───── DATA SUPPLIED
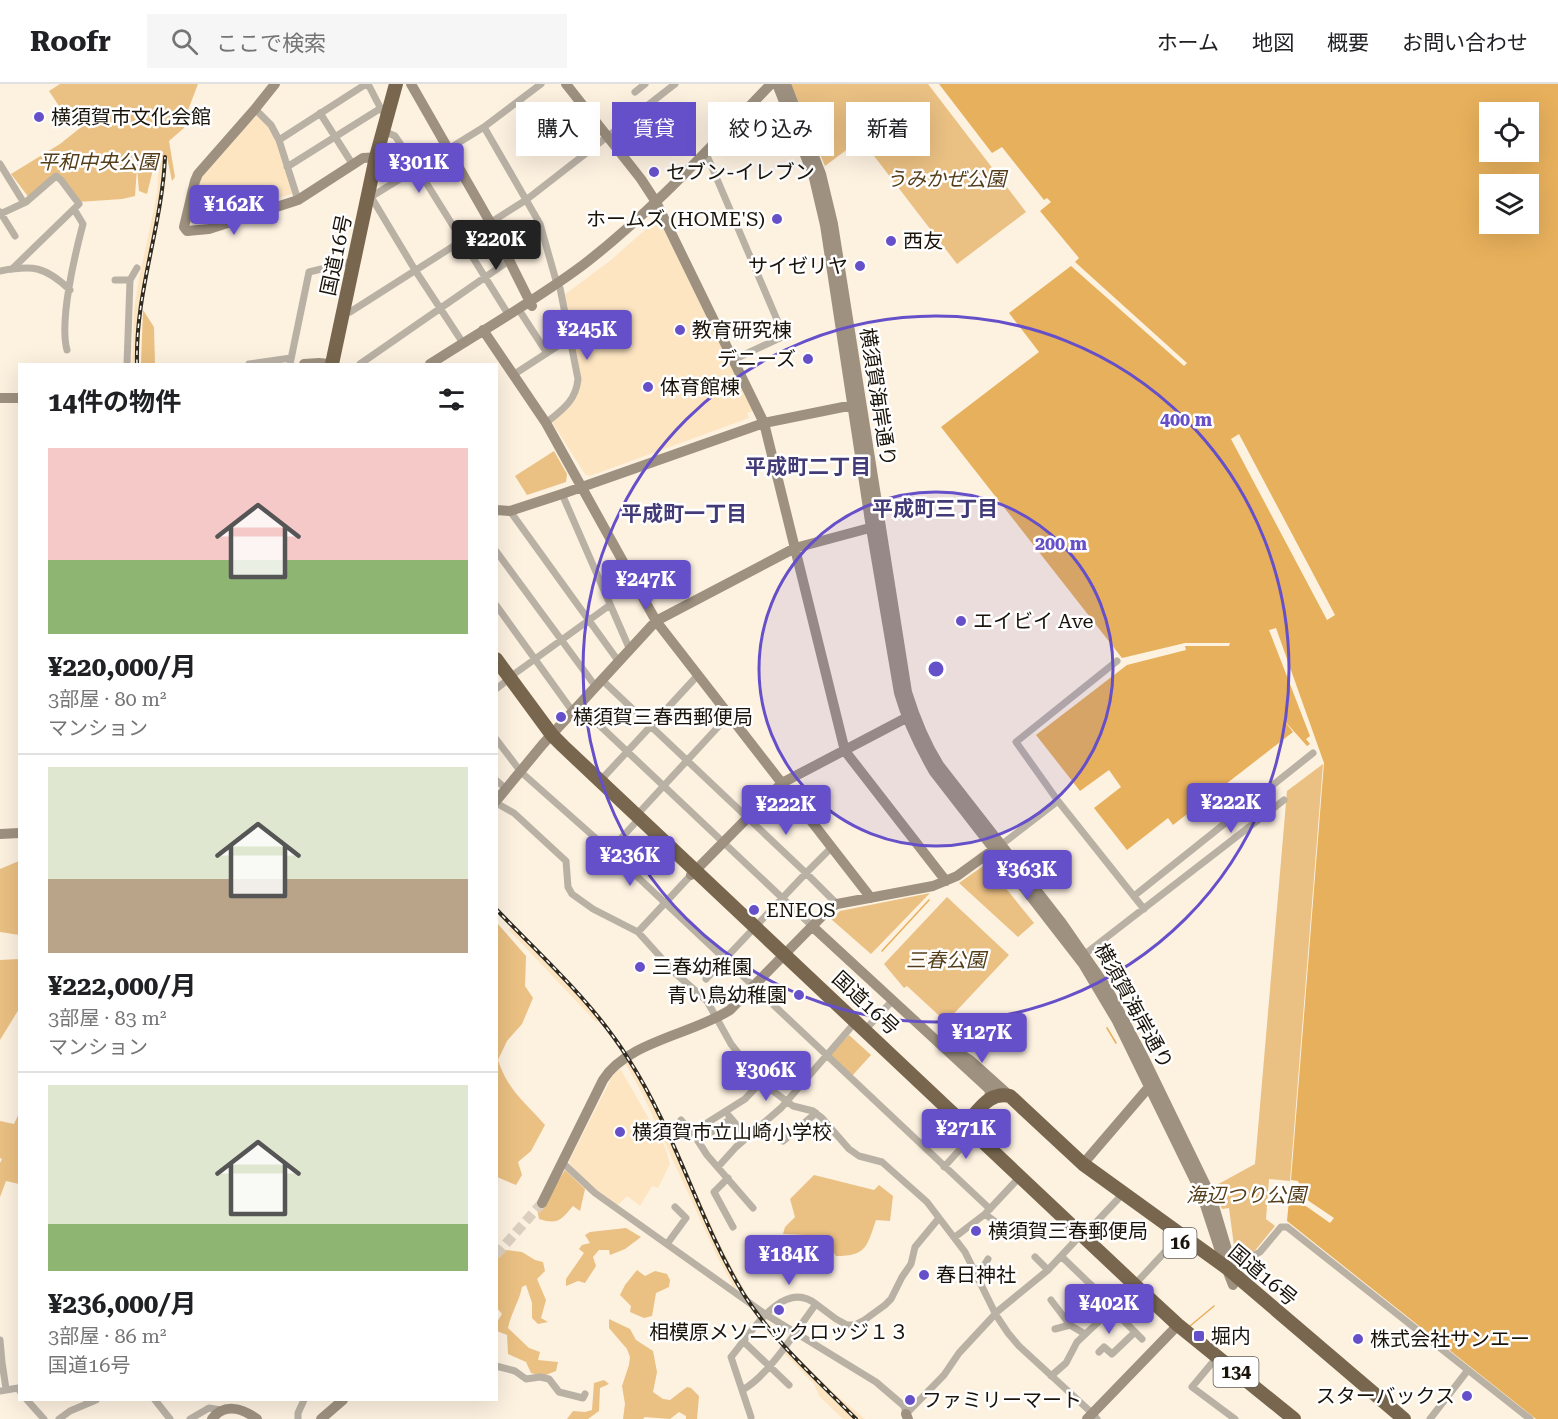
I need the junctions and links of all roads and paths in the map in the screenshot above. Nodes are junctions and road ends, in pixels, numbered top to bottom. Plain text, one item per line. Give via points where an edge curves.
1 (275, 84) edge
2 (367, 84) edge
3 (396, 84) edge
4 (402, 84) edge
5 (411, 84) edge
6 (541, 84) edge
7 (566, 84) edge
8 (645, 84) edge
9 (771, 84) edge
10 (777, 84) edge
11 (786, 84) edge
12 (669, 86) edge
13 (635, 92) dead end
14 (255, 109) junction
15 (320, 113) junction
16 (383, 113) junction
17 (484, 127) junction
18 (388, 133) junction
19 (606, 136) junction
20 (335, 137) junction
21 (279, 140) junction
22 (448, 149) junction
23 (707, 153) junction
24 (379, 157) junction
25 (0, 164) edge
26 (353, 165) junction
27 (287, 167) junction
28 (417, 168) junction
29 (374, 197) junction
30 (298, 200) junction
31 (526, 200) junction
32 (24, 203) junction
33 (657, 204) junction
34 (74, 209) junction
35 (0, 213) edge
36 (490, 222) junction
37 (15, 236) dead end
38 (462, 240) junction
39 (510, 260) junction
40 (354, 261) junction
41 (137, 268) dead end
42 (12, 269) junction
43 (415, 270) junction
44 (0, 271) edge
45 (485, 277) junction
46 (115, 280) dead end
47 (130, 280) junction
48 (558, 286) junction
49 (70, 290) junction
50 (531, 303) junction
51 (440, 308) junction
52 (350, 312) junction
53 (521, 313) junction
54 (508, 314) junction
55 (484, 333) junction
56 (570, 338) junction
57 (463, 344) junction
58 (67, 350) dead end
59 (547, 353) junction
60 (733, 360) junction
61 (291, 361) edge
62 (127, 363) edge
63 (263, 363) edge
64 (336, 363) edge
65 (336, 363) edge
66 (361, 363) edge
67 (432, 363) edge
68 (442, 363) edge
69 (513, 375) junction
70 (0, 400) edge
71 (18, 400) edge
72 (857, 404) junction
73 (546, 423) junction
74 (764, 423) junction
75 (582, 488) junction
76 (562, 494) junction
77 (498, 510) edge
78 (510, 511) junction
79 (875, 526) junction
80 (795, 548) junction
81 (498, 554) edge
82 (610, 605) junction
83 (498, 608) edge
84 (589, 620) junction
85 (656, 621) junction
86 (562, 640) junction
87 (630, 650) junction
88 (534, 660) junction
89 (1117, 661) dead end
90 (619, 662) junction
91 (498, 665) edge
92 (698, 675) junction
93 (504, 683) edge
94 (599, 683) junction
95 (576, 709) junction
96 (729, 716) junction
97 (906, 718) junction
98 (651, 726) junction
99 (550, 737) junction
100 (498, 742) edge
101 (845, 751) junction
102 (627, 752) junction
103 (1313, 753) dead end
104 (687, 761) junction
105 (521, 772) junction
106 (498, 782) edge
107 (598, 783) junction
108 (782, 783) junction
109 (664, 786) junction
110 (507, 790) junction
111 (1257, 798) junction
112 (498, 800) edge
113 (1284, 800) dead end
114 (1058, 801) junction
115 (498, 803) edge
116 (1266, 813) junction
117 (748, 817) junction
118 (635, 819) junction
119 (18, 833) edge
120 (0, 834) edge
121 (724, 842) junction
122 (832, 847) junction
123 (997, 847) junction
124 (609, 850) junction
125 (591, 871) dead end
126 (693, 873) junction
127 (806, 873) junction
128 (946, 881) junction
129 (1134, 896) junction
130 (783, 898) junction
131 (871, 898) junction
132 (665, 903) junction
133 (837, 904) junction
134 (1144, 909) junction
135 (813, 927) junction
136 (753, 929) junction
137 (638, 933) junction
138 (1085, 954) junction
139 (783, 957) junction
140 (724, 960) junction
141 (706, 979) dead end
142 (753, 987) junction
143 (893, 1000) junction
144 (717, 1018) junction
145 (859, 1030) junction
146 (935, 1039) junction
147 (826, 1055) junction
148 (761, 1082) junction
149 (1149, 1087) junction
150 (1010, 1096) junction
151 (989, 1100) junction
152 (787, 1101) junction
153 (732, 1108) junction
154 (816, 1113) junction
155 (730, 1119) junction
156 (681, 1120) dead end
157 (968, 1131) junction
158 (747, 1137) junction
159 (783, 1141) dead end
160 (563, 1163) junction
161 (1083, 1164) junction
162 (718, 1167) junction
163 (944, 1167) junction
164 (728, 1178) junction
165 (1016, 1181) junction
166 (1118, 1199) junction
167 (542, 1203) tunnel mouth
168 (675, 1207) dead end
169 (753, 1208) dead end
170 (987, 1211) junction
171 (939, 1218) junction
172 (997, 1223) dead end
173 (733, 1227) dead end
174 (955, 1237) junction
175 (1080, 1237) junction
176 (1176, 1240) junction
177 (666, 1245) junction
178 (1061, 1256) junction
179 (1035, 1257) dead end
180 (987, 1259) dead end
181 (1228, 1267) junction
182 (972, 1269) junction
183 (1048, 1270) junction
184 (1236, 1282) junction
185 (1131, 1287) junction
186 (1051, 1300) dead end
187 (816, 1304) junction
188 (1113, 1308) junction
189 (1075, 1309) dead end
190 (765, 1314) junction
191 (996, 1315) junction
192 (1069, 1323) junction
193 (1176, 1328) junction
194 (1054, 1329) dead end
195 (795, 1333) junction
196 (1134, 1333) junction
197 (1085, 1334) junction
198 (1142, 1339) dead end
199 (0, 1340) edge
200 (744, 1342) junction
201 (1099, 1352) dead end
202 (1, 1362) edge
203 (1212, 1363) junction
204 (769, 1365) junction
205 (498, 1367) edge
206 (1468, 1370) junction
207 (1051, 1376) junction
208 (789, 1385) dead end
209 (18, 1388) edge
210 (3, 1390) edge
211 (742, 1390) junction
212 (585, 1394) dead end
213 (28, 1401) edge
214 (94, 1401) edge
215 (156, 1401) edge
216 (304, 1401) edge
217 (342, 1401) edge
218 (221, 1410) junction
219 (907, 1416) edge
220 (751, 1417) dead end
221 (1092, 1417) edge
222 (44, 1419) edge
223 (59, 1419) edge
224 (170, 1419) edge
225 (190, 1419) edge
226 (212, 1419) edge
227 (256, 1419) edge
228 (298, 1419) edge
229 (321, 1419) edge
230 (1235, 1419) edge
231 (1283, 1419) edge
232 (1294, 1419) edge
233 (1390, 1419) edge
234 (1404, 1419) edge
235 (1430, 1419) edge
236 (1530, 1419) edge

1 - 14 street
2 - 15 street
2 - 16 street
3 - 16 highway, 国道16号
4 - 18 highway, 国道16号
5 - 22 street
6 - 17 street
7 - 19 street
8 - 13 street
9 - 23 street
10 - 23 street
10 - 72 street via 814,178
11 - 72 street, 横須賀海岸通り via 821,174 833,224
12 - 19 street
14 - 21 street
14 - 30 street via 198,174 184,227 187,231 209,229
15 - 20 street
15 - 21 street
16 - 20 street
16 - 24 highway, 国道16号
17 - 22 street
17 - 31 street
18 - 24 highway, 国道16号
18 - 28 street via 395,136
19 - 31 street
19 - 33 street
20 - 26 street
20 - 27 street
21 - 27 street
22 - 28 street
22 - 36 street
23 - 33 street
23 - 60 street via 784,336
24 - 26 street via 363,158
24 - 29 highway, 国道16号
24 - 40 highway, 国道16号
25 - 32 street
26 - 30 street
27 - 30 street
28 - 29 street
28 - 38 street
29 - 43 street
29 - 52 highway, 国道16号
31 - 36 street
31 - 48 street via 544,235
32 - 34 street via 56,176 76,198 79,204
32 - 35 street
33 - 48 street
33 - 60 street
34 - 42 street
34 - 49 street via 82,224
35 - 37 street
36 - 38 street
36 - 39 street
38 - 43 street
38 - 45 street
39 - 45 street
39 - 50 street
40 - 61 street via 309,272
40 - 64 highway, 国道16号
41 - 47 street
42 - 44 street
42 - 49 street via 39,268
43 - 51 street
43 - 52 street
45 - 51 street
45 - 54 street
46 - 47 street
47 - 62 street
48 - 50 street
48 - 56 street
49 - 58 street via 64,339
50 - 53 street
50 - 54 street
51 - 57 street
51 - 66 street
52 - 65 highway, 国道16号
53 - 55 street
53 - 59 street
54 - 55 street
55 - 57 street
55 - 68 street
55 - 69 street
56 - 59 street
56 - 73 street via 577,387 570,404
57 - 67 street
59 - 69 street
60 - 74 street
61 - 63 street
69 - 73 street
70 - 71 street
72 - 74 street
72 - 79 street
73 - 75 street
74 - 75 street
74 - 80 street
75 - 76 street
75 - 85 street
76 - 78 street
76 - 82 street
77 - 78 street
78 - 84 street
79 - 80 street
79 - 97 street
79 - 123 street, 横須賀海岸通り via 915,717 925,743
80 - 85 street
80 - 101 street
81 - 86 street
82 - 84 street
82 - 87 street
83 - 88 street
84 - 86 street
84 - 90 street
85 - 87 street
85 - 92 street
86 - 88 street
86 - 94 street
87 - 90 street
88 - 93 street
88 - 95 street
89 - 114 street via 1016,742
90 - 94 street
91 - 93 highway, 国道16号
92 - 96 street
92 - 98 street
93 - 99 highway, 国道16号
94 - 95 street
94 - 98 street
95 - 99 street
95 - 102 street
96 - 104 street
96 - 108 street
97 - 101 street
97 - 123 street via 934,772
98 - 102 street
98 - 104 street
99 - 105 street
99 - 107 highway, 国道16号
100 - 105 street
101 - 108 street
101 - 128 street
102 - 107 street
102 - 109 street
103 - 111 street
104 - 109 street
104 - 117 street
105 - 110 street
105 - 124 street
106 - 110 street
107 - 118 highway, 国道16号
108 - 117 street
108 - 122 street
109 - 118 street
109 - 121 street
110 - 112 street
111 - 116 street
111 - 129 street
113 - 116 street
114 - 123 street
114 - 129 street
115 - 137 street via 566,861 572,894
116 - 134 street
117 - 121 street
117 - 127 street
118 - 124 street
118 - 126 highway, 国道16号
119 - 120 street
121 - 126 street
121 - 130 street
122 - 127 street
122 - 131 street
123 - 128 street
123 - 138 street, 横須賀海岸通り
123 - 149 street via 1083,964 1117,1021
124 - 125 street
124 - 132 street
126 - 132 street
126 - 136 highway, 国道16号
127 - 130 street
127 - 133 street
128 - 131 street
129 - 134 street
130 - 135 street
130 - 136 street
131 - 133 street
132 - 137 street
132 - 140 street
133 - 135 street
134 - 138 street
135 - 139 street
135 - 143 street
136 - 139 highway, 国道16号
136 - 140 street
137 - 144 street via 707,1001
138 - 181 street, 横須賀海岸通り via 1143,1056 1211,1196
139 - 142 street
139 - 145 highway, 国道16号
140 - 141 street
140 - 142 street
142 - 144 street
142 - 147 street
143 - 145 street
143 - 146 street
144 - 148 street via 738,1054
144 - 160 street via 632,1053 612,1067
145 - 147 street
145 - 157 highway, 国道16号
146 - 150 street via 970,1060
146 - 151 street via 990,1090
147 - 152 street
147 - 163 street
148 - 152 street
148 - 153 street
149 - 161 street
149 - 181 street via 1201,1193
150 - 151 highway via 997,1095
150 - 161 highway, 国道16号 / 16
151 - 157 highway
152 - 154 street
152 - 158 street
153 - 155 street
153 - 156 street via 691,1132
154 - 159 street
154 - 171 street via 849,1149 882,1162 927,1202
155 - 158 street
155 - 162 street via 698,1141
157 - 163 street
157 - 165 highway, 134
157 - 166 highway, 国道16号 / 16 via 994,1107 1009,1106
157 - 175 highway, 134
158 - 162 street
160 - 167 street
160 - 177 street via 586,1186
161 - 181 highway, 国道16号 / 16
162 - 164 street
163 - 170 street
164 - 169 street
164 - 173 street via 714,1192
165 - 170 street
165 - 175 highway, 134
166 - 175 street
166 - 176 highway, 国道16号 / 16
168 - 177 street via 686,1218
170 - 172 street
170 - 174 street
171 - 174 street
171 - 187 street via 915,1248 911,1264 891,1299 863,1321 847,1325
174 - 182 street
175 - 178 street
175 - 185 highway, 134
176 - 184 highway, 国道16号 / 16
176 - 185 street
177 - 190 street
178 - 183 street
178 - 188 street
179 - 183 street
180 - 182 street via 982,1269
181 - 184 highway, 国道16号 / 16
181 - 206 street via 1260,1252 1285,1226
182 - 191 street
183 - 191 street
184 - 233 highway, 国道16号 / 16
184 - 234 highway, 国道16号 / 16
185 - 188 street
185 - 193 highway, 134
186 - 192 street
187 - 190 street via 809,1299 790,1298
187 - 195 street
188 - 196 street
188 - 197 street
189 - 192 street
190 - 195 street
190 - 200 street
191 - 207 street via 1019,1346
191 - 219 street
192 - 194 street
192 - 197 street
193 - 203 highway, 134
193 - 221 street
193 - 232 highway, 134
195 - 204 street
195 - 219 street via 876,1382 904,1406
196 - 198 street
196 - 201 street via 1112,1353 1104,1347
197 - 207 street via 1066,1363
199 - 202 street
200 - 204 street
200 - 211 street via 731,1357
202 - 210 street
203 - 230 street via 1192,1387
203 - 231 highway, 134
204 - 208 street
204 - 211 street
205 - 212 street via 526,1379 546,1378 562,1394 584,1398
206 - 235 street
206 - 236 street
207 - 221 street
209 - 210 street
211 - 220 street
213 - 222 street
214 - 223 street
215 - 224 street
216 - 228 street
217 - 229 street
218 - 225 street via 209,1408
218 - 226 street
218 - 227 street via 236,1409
──────────
--- WHAT YOU NEED TO DO ---
With "横須賀海岸通り" as the word to match, copy each line of the records that has it.

--- FINISHED TASK ---
11 - 72 street, 横須賀海岸通り via 821,174 833,224
79 - 123 street, 横須賀海岸通り via 915,717 925,743
123 - 138 street, 横須賀海岸通り
138 - 181 street, 横須賀海岸通り via 1143,1056 1211,1196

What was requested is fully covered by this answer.